Re: Higgenbotham's Dark Age Hovel
Posted: Tue Mar 21, 2023 5:58 pm
https://grantspub.com/resources/commentary.cfmWill a spoonful of monetary sugar help the medicine go down? On Sunday evening, the Federal Reserve and a quintet of other central banks celebrated the shotgun wedding of Credit Suisse and UBS by announcing that they will conduct daily – rather than weekly -- standing U.S. dollar swap auctions at least through the end of April, introducing an “important liquidity backstop to ease strains in global funding markets,” as the press release put it.
The revival of a daily dollar facility, last used during the harrowing early days of the pandemic, comes as conditions in the Treasury market turn increasingly precarious: The ICE Bof A Move Index, which tracks volatility in that $24.6 trillion asset class, remains at extremes surpassing the chaotic March 2020 epoch. Likewise, trading volumes registered at roughly double their normal levels as of mid-week per strategists at BMO Capital Markets, while dealers relayed to The Wall Street Journal Wednesday that spreads between bid and offer prices on Treasurys and related derivative products had widened sharply relative to levels seen earlier in March.
Thus, the white-knuckle price action in the short end of the curve last week, as two-year yields bounded to 3.81% from 4.6% while moving at least 17 basis points during session, underscored the fragile state of play. “We’re one crisis away from a complete breakdown of Treasury market liquidity,” Priya Misra, head of global rates research at TD Securities, warns the Financial Times.

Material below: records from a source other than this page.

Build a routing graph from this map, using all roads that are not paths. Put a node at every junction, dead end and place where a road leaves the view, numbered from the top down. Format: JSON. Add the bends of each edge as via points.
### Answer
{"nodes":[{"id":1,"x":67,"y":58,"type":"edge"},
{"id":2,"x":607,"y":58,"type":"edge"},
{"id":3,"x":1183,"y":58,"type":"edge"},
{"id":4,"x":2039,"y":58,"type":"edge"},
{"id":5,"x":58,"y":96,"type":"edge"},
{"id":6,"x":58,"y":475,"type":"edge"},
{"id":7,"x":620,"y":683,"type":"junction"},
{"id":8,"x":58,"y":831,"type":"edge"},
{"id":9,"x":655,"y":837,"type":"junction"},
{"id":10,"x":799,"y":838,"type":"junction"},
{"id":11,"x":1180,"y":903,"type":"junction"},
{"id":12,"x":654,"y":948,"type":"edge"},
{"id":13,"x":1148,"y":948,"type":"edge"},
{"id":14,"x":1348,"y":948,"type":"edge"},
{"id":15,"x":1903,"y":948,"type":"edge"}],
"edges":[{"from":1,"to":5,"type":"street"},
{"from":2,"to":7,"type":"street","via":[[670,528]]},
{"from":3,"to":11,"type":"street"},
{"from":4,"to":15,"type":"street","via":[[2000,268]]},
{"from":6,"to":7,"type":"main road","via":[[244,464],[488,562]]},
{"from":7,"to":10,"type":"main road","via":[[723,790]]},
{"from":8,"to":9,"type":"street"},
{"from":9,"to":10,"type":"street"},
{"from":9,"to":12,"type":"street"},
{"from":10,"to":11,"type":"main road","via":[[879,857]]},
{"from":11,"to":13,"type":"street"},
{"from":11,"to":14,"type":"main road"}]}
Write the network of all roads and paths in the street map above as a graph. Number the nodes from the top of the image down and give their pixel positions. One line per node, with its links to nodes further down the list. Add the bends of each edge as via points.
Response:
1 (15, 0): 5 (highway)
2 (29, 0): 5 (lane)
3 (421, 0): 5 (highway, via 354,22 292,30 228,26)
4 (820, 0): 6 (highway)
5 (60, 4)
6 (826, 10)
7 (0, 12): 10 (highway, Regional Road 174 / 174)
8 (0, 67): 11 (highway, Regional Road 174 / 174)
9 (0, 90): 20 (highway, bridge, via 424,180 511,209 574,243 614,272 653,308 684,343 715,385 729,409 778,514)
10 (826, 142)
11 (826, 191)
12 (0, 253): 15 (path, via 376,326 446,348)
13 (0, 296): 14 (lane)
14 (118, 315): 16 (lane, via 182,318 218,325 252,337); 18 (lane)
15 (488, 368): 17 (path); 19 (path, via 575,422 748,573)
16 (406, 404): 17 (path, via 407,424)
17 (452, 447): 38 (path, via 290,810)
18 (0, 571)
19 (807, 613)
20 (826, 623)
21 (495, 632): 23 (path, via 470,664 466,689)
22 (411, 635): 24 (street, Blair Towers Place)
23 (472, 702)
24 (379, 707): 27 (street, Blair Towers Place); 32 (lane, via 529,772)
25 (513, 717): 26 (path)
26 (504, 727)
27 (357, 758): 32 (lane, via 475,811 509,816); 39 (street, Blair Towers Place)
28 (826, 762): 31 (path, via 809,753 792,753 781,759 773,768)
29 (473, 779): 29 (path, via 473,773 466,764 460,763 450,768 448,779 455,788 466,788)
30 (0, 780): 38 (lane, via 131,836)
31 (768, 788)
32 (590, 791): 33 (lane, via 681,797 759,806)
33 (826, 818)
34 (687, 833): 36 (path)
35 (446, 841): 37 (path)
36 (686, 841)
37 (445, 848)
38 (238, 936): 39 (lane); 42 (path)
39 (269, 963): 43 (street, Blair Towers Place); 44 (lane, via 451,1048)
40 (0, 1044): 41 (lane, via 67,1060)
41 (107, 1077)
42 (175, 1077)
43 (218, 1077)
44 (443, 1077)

A slowdown in activity within corporate credit compounds those ominous tidings. Not a single deal priced within the U.S. investment grade realm over the six trading sessions through Friday, the longest non-holiday induced shutout since June. After a pair of issuers managed to break that drought this morning, high-grade supply stands at roughly $57 billion in the month-to-date, Bloomberg notes, well below the $155 billion that Wall Street had anticipated coming into March. Meanwhile, the most recent U.S. junk bond deal priced on March 2, while a net 44.8% of domestic banks reported tightening credit standards on commercial and industrial loans to large and middle-market firms, the Fed’s January survey of senior loan officers found. That ratio approaches the most stringent in recent memory, outside of the 2001 and 2008 recessions, as well as the 2020 crucible.
Accordingly, the Federal Open Market Committee’s Wednesday rate decision looms large, as still-raging inflation and a brewing banking crisis offer countervailing policy arguments. As of this morning, interest rate futures priced in 61% odds of a 25-basis point hike to the Funds rate, with a stand-pat outcome representing the minority view according to the CME Fed Watch tool. Compared to the 80% chance of a 50-basis point hike seen on March 8, two days before the demise of Silicon Valley Bank, the near-tossup outcome leaves central bank watchers on edge. “Since forward guidance began in 1994, there has not been a meeting with this much uncertainty so close to the meeting,” Bianco Research concludes.
Investors may need to buckle up, if one intragovernmental outfit gets its way. On Friday, the Organization for Economic Co-operation and Development raised their forecasted GDP growth to 1.5% in the U.S. and 2.6% worldwide this year, up from 0.5% and 2.2%, respectively, in November. A hawkish policy recommendation complemented those relatively upbeat growth assumptions: “We still think that, knowing what we know today, the priority has to be fighting inflation,” OECD chief economist Álvaro Pereira told the WSJ. “This isn’t 2008. We don’t see systemic risk at this stage.” Referencing the ECB’s decision to press ahead with a 50-basis point hike last week, despite the unfolding drama surrounding Credit Suisse, Pereira declined to hedge his bets. “It was absolutely the right decision,” he contended.